-- RECORDS TO PROCESS follows --
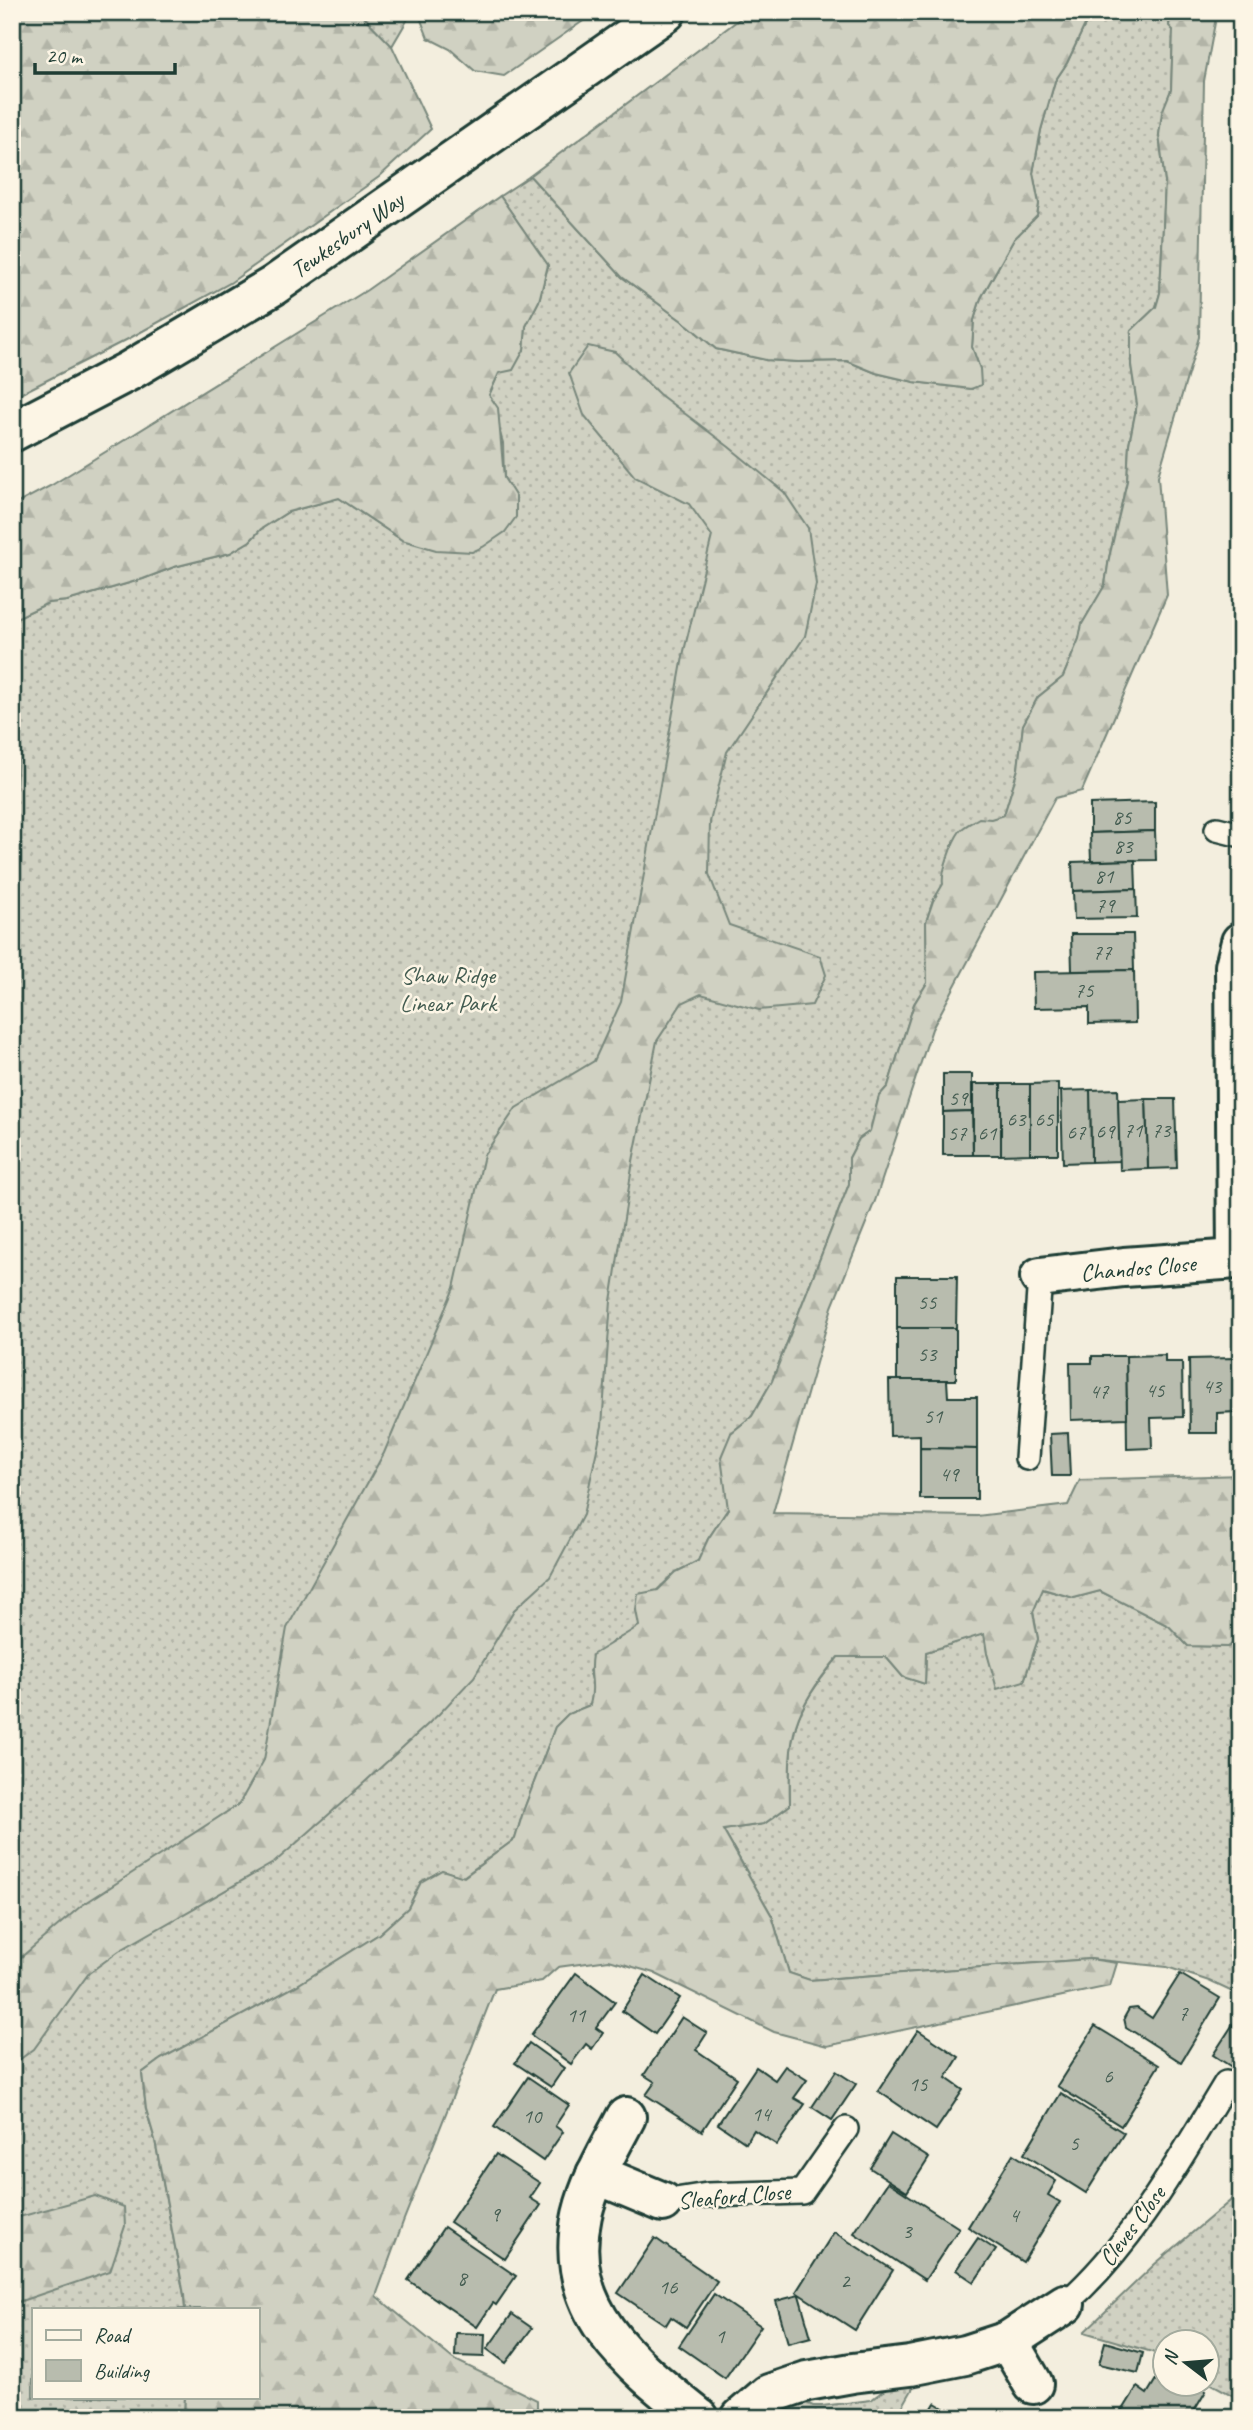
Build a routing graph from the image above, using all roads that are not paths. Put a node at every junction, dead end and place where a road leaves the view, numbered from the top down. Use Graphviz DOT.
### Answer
graph roads {
  1 [pos="666,12"];
  2 [pos="12,432"];
  3 [pos="1217,829"];
  4 [pos="1241,835"];
  5 [pos="1241,942"];
  6 [pos="1239,1259"];
  7 [pos="1040,1277"];
  8 [pos="1027,1458"];
  9 [pos="1226,2083"];
  10 [pos="626,2117"];
  11 [pos="846,2129"];
  12 [pos="596,2174"];
  13 [pos="663,2202"];
  14 [pos="1065,2304"];
  15 [pos="1008,2341"];
  16 [pos="1033,2384"];
  17 [pos="699,2418"];
  18 [pos="741,2418"];
  1 -- 2 [label="street, Tewkesbury Way"];
  3 -- 4 [label="lane"];
  5 -- 6 [label="street, Chandos Close"];
  6 -- 7 [label="street, Chandos Close"];
  7 -- 8 [label="lane"];
  9 -- 14 [label="lane, Cleves Close"];
  10 -- 12 [label="street"];
  11 -- 13 [label="lane, Sleaford Close"];
  12 -- 13 [label="street, Sleaford Close"];
  12 -- 17 [label="street"];
  14 -- 15 [label="street, Cleves Close"];
  15 -- 16 [label="street"];
  15 -- 18 [label="street, Cleves Close"];
}
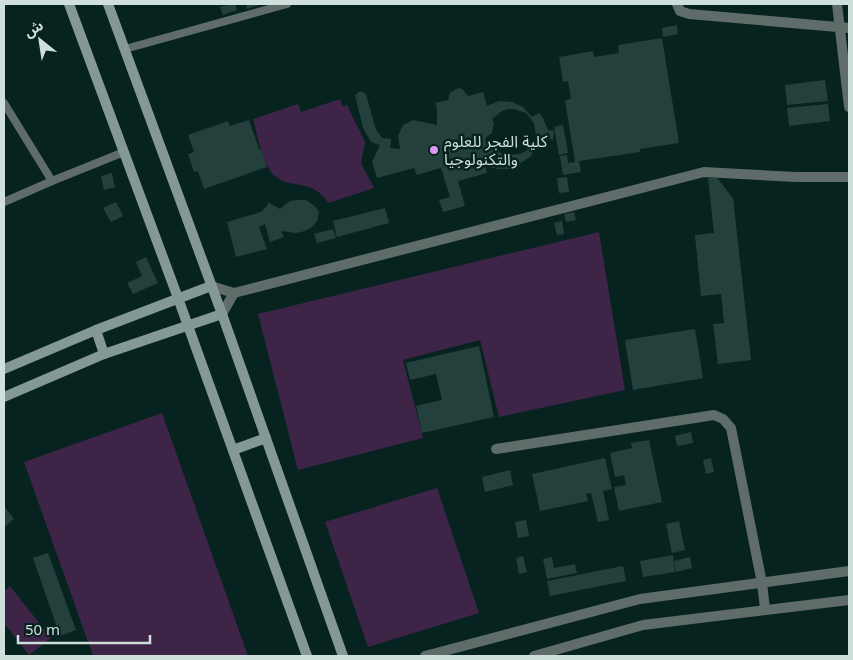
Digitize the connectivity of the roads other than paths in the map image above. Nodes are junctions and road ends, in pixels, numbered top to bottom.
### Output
1 (69, 4) edge
2 (108, 4) edge
3 (287, 4) edge
4 (677, 4) edge
5 (837, 4) edge
6 (844, 27) edge
7 (125, 49) junction
8 (4, 103) edge
9 (849, 107) edge
10 (124, 152) junction
11 (849, 177) edge
12 (52, 180) junction
13 (4, 202) edge
14 (211, 286) junction
15 (234, 293) junction
16 (178, 298) junction
17 (222, 314) junction
18 (188, 325) junction
19 (96, 330) junction
20 (104, 354) junction
21 (4, 369) edge
22 (4, 397) edge
23 (266, 438) junction
24 (496, 449) dead end
25 (233, 450) junction
26 (849, 571) edge
27 (762, 583) junction
28 (849, 600) edge
29 (765, 609) junction
30 (306, 656) edge
31 (344, 656) edge
32 (425, 656) edge
33 (534, 656) edge

1 - 10 street
2 - 7 street
3 - 7 lane
4 - 6 street
5 - 6 street
6 - 9 street
7 - 14 street
8 - 12 lane
10 - 12 lane
10 - 16 street
11 - 15 street
12 - 13 lane
14 - 15 street
14 - 16 street
14 - 17 street
15 - 17 street
16 - 18 street
16 - 19 street
17 - 18 street
17 - 23 street
18 - 20 street
18 - 25 street
19 - 20 street
19 - 21 street
20 - 22 street
23 - 25 street
23 - 31 street
24 - 27 street
25 - 30 street
26 - 27 street
27 - 29 street
27 - 32 street
28 - 29 street
29 - 33 street

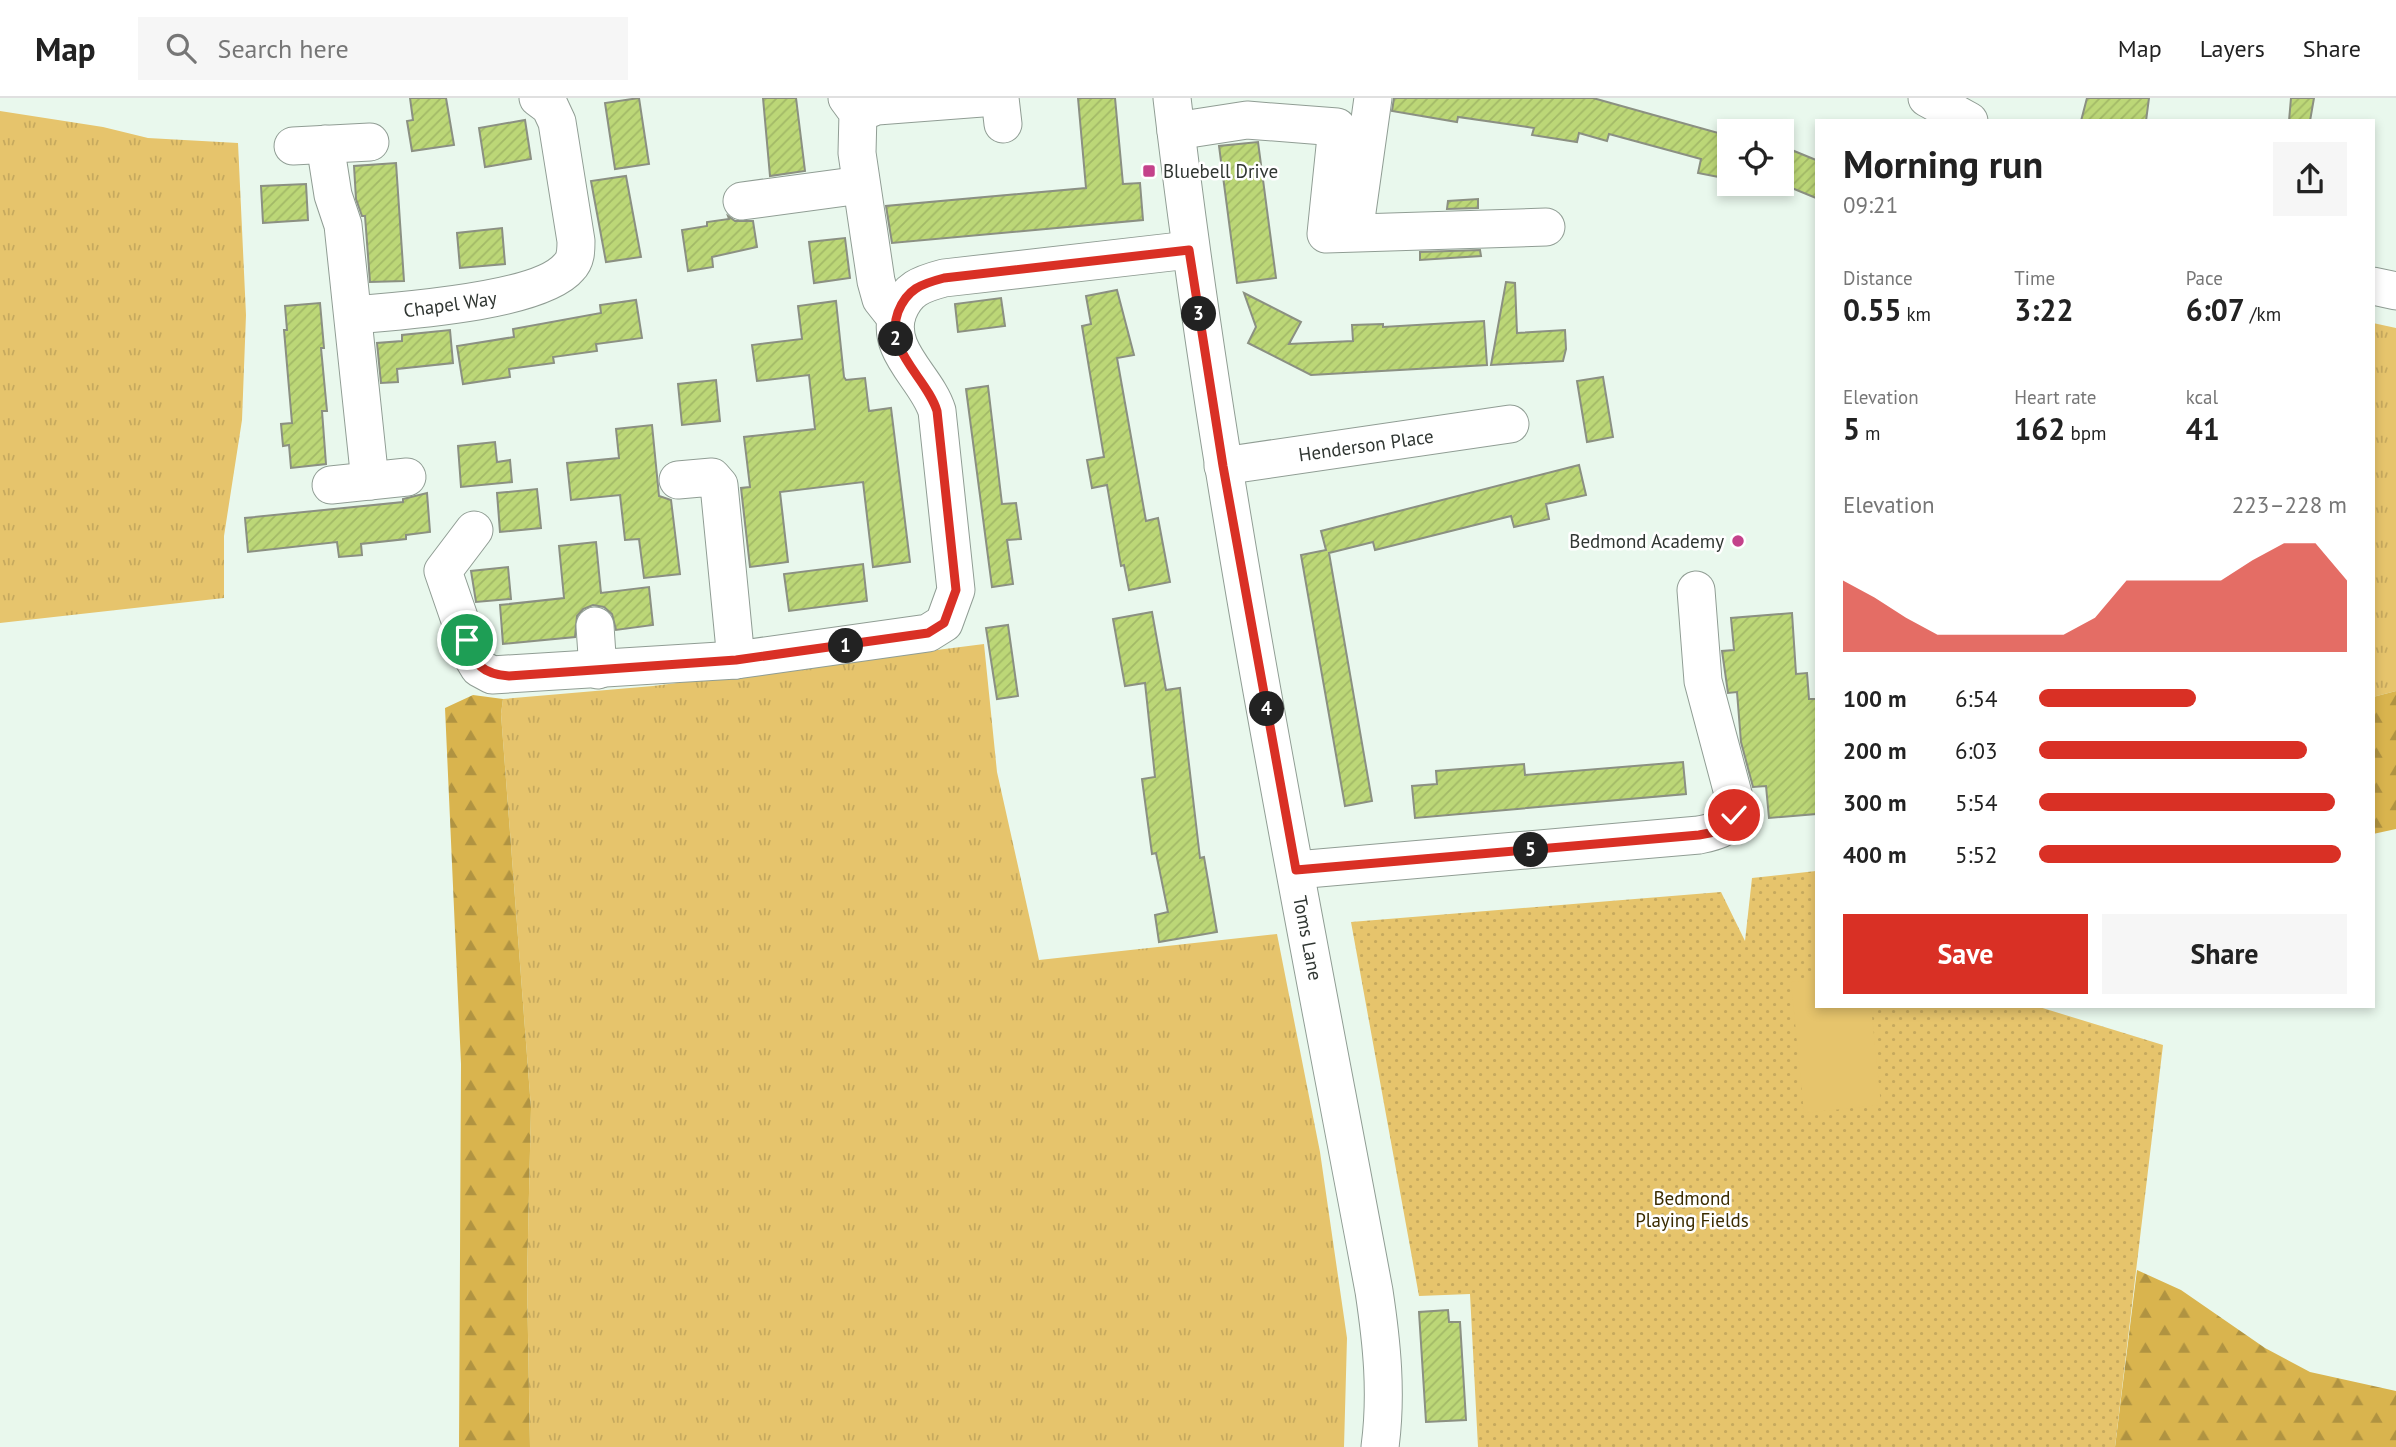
-- RECORDS TO PROCESS concluded --
WHAT THE TASK REQUIRES: Reproduce exactly the line containing "Digitize the connectivity" and every line after it in the material above, up to and including the last. Exclude all pictures.

OUTPUT OF THE EXERCISE:
Digitize the connectivity of the roads other than paths in the map image above. Nodes are junctions and road ends, in pixels, numbered top to bottom.
### Output
1 (69, 4) edge
2 (108, 4) edge
3 (287, 4) edge
4 (677, 4) edge
5 (837, 4) edge
6 (844, 27) edge
7 (125, 49) junction
8 (4, 103) edge
9 (849, 107) edge
10 (124, 152) junction
11 (849, 177) edge
12 (52, 180) junction
13 (4, 202) edge
14 (211, 286) junction
15 (234, 293) junction
16 (178, 298) junction
17 (222, 314) junction
18 (188, 325) junction
19 (96, 330) junction
20 (104, 354) junction
21 (4, 369) edge
22 (4, 397) edge
23 (266, 438) junction
24 (496, 449) dead end
25 (233, 450) junction
26 (849, 571) edge
27 (762, 583) junction
28 (849, 600) edge
29 (765, 609) junction
30 (306, 656) edge
31 (344, 656) edge
32 (425, 656) edge
33 (534, 656) edge

1 - 10 street
2 - 7 street
3 - 7 lane
4 - 6 street
5 - 6 street
6 - 9 street
7 - 14 street
8 - 12 lane
10 - 12 lane
10 - 16 street
11 - 15 street
12 - 13 lane
14 - 15 street
14 - 16 street
14 - 17 street
15 - 17 street
16 - 18 street
16 - 19 street
17 - 18 street
17 - 23 street
18 - 20 street
18 - 25 street
19 - 20 street
19 - 21 street
20 - 22 street
23 - 25 street
23 - 31 street
24 - 27 street
25 - 30 street
26 - 27 street
27 - 29 street
27 - 32 street
28 - 29 street
29 - 33 street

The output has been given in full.